El día anterior habían llegado por fin sus cosas. Había mandado a una empresa de mudanzas a la mansión de Rodrigo a recoger todo lo que era de ella, con instrucciones claras de no tocar nada de él, y Rodrigo, con tal de aparentar que colaboraba mientras frenaba el divorcio por debajo, lo había permitido. Ahora las cajas se apilaban por toda la sala, doce, quince, toda una vida embalada en cartón, esperando a que ella tuviera cabeza para abrirlas.
Esa mañana la tuvo. No porque quisiera acomodar, sino porque necesitaba las manos ocupadas para no volverse loca con lo de anoche.
Empezó por las de la cocina, después las de ropa, y así, caja por caja, fue llenando el apartamento vacío de pedazos de sí misma. Hasta que llegó a una que no reconoció al principio, una caja vieja, de cartón blando y esquinas gastadas, con su propia letra de hacía años garabateada en la tapa: Mamá.
Se quedó quieta un momento con la caja en las manos.
La había cargado durante veinte años sin abrirla nunca del todo. De casa de su padre a la universidad, de la universidad a su primer apartamento, del apartamento a la mansión de Rodrigo, y ahora de vuelta acá. Lo poco que Renata había logrado rescatar de su madre antes de que Roxana lo tirara todo a la basura cabía en esa caja de cartón blando, y a Renata siempre le había dolido demasiado abrirla.
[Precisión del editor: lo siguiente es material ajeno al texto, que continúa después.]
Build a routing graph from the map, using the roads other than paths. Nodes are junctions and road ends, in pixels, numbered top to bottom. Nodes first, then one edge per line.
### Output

Se sentó en el piso, entre las otras cajas, y esta vez la abrió.
—
Adentro había poco. Un chal que todavía, si Renata se esforzaba, guardaba un rastro de perfume que su cabeza podía haber inventado. Un par de fotos donde una mujer joven de sonrisa igual a la suya la cargaba de bebé. Un anillo sencillo. Y, en el fondo, un sobre grande, amarillento, que Renata no recordaba haber guardado.
Lo abrió con cuidado. Adentro había documentos viejos, el acta de defunción, papeles de un seguro, y recortes de periódico doblados en cuatro, tan frágiles que crujieron al desplegarlos.
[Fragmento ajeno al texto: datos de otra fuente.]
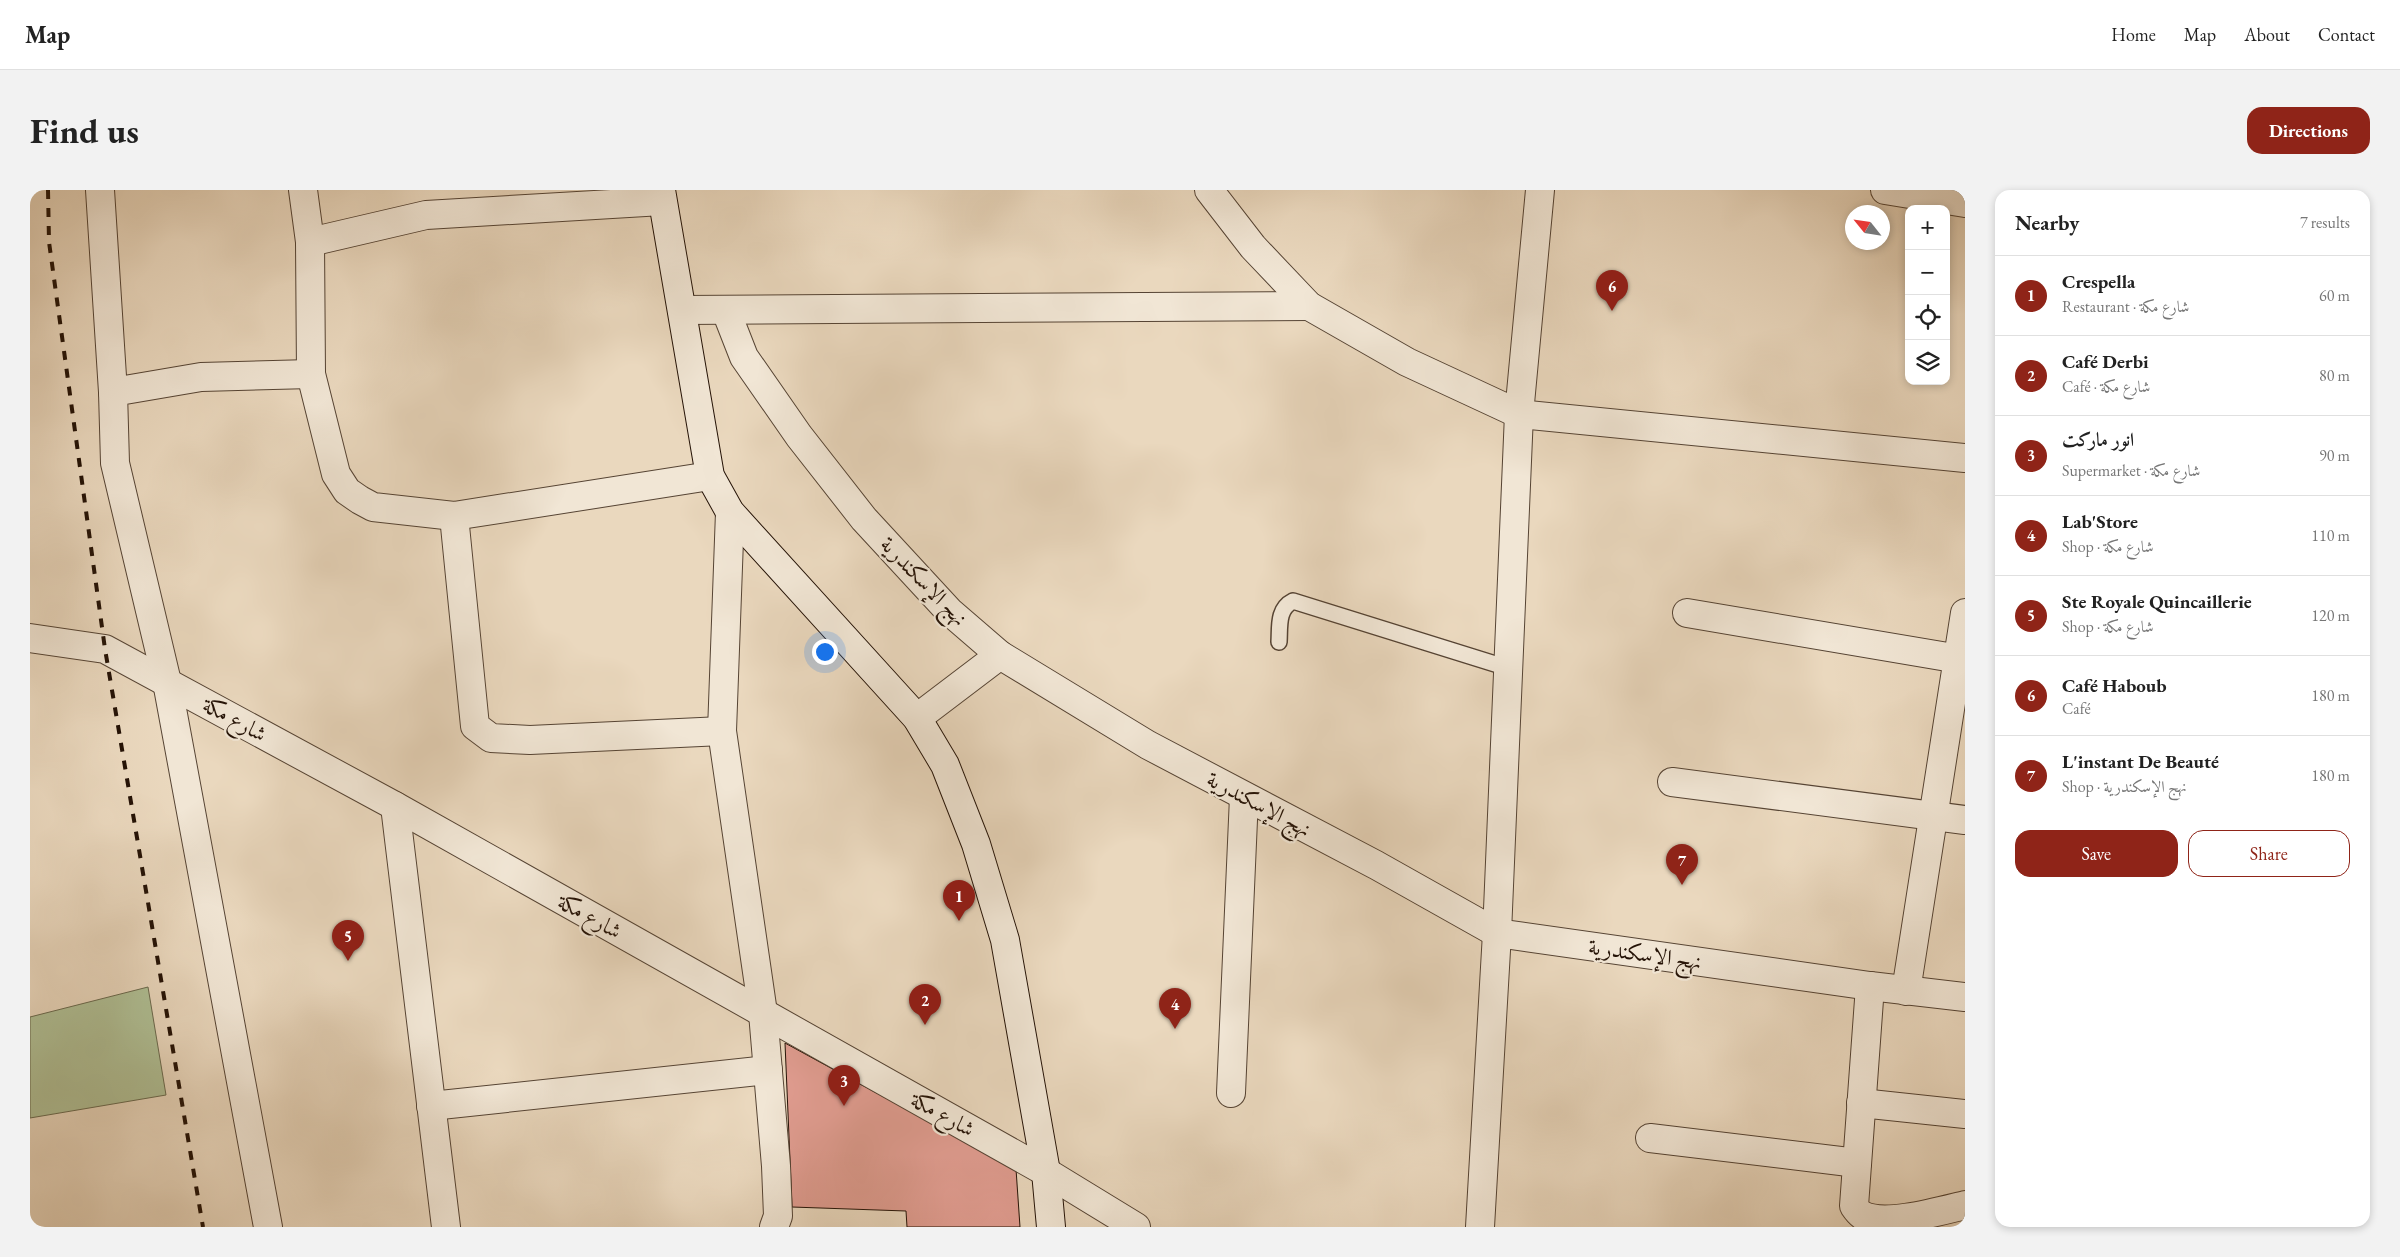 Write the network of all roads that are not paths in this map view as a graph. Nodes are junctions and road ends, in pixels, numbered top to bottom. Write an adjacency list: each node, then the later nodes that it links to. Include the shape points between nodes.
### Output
1 (100, 190): 13 (street)
2 (303, 190): 8 (street)
3 (1209, 190): 9 (street, via 1253,247)
4 (1540, 190): 14 (street)
5 (1885, 190): 7 (street)
6 (662, 196): 8 (street, via 426,215); 10 (street)
7 (1965, 202)
8 (310, 242): 12 (street)
9 (1309, 306): 11 (street); 14 (street, via 1407,362)
10 (682, 310): 11 (street); 16 (street)
11 (726, 310): 23 (street, نهج الإسكندرية, via 744,356 799,436 864,519 949,611)
12 (311, 374): 13 (street, via 201,377); 18 (street, via 336,474 347,491 373,507)
13 (113, 392): 26 (street, via 115,463)
14 (1519, 414): 15 (street); 25 (street)
15 (1965, 458)
16 (710, 476): 17 (street); 18 (street)
17 (730, 512): 27 (street); 28 (street)
18 (454, 516): 28 (street, via 475,726 483,733 491,738 530,740)
19 (1686, 613): 24 (street)
20 (1965, 613): 24 (street)
21 (30, 638): 26 (street, شارع مكة, via 105,649)
22 (1278, 642): 25 (lane, via 1281,612 1293,601)
23 (1000, 655): 27 (street); 30 (street, نهج الإسكندرية, via 1148,745)
24 (1961, 659): 32 (street)
25 (1508, 668): 34 (street)
26 (167, 682): 31 (street, شارع مكة); 48 (street)
27 (917, 718): 46 (street, via 944,765 976,844 1005,940)
28 (722, 731): 38 (street)
29 (1672, 782): 32 (street)
30 (1244, 797): 34 (street, نهج الإسكندرية, via 1376,865); 40 (street)
31 (395, 806): 38 (street, شارع مكة); 42 (street)
32 (1933, 817): 33 (street); 36 (street)
33 (1965, 820)
34 (1497, 933): 35 (street, نهج الإسكندرية); 53 (street)
35 (1870, 986): 36 (street, نهج الإسكندرية); 41 (street)
36 (1906, 991): 37 (street, نهج الإسكندرية)
37 (1965, 997)
38 (763, 1014): 39 (street); 46 (street, شارع مكة)
39 (768, 1070): 42 (street); 50 (street, via 778,1216)
40 (1231, 1093)
41 (1861, 1103): 43 (street); 45 (street)
42 (431, 1106): 49 (street)
43 (1965, 1114)
44 (1650, 1138): 45 (street)
45 (1857, 1163): 47 (street, via 1854,1206 1862,1215 1878,1219 1913,1219)
46 (1046, 1172): 51 (street); 52 (street, شارع مكة)
47 (1965, 1205)
48 (268, 1227)
49 (446, 1227)
50 (774, 1227)
51 (1051, 1227)
52 (1136, 1227)
53 (1480, 1227)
Eran las notas del accidente. Alguien las había recortado y guardado hacía veinte años, y Renata sospechó, con un nudo en la garganta, que había sido ella misma, de niña, en algún momento del que su memoria había tenido la piedad de no dejarle recuerdo.
Leyó los titulares con las manos temblándole. Fatal accidente cobra la vida de una mujer. La nota era breve, escrita con esa frialdad de los periódicos viejos: un carro que se había salido de la vía en una curva, de noche, en la carretera vieja al norte de la ciudad. Elena, treinta y un años, muerta en el acto. Sin otros vehículos involucrados. Las autoridades atribuían el hecho a la velocidad y a las condiciones de la vía.
Renata pasó al segundo recorte, más detallado, con una foto en blanco y negro del carro destrozado contra un barranco. Y ahí, leyendo el pie de foto y el reporte del perito que la nota citaba, algo se detuvo en su cabeza.
Lo leyó una vez. Lo leyó otra vez, más despacio, segura de haber entendido mal.
El reporte hablaba de un carro que se había salido de la vía "sin evidencia de maniobra de frenado". El perito lo mencionaba como prueba de que la conductora se había dormido o iba distraída: no había frenado, decía, porque no había marcas de derrape en el pavimento, ni una sola.
Renata se quedó mirando esa línea.
Su madre había manejado toda la vida esa carretera. La conocía de memoria, la curva del norte, la que bajaba hacia el barranco. Y aunque se hubiera dormido, aunque hubiera ido distraída, había un instante, siempre había un instante, en que el cuerpo reacciona solo, en que el pie pisa el freno por puro reflejo animal antes de que la mente alcance a entender que se va al vacío.
No había marcas de frenado. Ni una.
Renata bajó el recorte muy despacio, con el pulso latiéndole en los oídos, porque solo había dos maneras de que un carro se fuera por un barranco sin que la conductora pisara el freno ni una vez.
Que la conductora ya estuviera muerta antes de la caída.
O que el freno no hubiera respondido.